* Exercise details
What lines in the material hold the string "first"? Return every one of them.

* Available data
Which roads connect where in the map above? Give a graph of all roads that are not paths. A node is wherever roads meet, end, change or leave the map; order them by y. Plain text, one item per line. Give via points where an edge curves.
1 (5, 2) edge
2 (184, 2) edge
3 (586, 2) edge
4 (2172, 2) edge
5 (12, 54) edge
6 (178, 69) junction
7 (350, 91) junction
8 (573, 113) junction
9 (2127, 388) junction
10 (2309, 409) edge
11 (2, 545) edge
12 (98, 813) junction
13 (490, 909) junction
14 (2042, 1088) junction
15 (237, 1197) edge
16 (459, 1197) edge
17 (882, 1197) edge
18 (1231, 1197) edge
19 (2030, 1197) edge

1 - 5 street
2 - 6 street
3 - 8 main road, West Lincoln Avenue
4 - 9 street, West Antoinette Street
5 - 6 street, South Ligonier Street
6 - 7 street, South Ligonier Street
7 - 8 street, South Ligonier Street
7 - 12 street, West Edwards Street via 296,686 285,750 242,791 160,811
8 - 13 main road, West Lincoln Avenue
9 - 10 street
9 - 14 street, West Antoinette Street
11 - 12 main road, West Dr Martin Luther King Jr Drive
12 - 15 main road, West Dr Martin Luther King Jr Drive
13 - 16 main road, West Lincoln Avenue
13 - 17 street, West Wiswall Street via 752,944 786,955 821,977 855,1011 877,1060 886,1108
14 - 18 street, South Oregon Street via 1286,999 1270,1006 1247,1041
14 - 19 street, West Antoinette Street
==
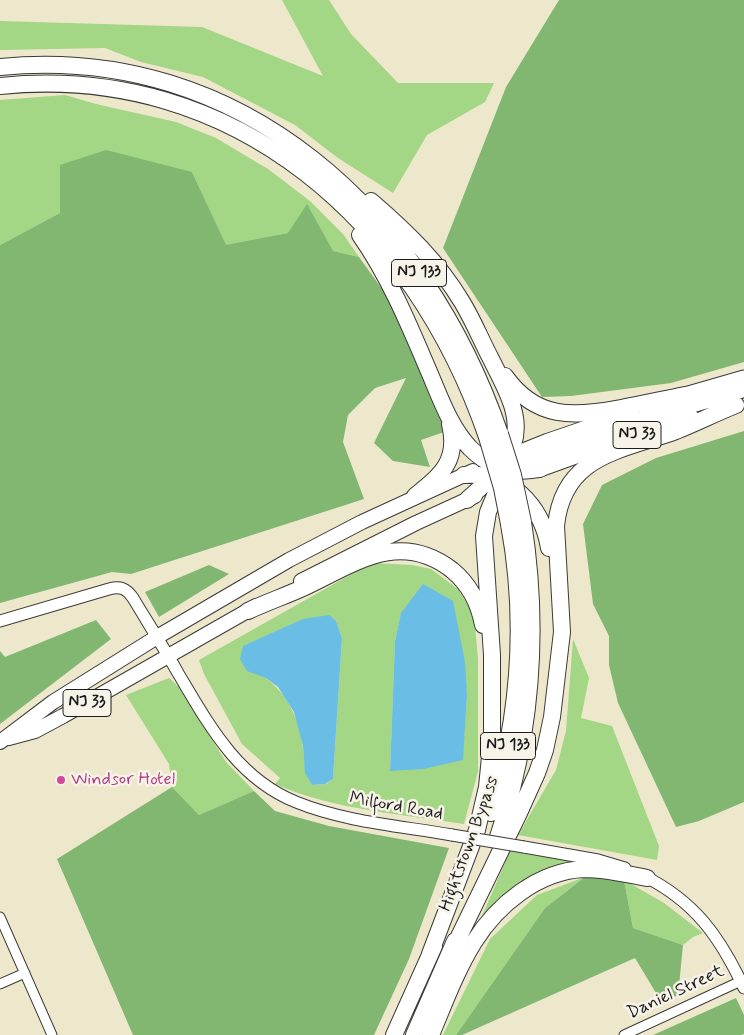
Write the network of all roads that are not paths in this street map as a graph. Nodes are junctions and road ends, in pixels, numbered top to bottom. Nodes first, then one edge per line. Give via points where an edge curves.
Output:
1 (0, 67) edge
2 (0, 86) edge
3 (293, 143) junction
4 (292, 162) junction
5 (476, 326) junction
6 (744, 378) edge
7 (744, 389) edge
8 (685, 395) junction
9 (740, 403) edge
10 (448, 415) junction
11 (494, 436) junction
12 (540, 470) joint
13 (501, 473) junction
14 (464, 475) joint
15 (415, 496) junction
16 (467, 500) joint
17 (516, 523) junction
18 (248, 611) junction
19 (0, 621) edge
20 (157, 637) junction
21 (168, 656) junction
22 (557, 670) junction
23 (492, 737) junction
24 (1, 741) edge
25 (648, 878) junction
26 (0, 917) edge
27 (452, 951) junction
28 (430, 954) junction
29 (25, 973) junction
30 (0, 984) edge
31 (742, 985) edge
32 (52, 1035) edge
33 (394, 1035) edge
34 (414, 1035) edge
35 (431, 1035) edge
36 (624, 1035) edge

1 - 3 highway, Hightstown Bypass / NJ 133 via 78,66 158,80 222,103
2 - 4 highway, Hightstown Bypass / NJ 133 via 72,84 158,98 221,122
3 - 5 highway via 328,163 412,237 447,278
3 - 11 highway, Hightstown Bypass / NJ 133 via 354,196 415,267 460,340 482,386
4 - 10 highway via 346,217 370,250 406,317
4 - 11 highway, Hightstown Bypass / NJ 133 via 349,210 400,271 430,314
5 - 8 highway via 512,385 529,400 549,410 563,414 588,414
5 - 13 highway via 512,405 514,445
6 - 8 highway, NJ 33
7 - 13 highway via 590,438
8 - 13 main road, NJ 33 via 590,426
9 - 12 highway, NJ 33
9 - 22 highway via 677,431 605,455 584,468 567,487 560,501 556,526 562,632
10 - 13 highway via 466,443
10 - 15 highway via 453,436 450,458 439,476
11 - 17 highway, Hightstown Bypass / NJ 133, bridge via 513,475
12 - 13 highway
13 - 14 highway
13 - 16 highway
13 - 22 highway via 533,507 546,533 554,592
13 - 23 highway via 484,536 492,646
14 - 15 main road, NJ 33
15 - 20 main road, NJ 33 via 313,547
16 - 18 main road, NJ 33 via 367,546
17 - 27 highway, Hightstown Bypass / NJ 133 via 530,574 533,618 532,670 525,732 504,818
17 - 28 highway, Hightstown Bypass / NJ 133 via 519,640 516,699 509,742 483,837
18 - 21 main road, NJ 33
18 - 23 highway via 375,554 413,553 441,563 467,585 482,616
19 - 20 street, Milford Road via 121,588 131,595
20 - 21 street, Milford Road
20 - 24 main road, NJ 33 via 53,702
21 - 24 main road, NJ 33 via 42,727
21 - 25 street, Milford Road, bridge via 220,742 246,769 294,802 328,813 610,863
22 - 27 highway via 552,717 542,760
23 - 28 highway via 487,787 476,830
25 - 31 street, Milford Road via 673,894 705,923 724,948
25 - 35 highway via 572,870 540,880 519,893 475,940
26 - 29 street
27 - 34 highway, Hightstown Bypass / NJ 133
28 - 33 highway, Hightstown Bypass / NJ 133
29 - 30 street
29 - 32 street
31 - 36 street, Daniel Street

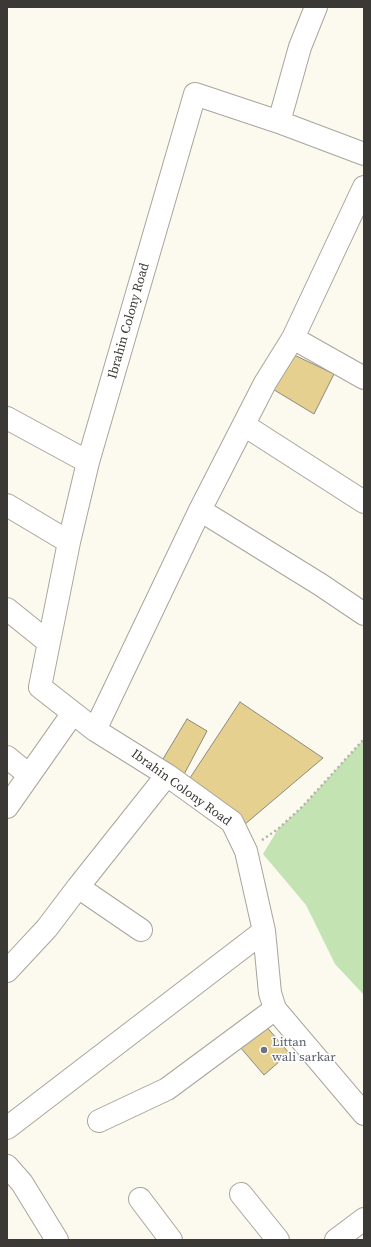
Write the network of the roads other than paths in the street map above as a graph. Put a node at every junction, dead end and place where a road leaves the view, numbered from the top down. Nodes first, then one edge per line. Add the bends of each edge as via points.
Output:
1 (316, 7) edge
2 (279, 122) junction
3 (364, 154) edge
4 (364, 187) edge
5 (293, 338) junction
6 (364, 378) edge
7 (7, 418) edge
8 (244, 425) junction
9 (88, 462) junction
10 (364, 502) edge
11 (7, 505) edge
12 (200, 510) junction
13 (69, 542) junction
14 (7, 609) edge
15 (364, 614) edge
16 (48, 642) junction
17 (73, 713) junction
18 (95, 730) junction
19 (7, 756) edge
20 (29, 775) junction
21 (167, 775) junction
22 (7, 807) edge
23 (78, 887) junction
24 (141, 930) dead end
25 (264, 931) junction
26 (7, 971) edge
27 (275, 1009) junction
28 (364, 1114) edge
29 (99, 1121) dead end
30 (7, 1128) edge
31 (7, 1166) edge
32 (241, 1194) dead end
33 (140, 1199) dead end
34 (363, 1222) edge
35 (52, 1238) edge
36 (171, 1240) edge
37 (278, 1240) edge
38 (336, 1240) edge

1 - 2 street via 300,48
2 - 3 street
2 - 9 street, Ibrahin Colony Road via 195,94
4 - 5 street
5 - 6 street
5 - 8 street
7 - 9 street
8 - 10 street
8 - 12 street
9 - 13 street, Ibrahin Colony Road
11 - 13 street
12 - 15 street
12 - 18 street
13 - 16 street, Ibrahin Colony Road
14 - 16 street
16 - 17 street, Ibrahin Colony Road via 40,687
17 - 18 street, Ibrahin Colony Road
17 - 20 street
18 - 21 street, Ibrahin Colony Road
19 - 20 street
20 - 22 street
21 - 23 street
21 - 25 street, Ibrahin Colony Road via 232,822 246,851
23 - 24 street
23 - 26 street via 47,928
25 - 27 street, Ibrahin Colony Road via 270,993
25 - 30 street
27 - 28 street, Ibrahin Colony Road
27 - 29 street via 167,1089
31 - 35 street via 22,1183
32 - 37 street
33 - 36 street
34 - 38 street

* Exercise answer
Write the network of all roads that are not paths in this street map as a graph. Nodes are junctions and road ends, in pixels, numbered top to bottom. Nodes first, then one edge per line. Give via points where an edge curves.
Write the network of the roads other than paths in the street map above as a graph. Put a node at every junction, dead end and place where a road leaves the view, numbered from the top down. Nodes first, then one edge per line. Add the bends of each edge as via points.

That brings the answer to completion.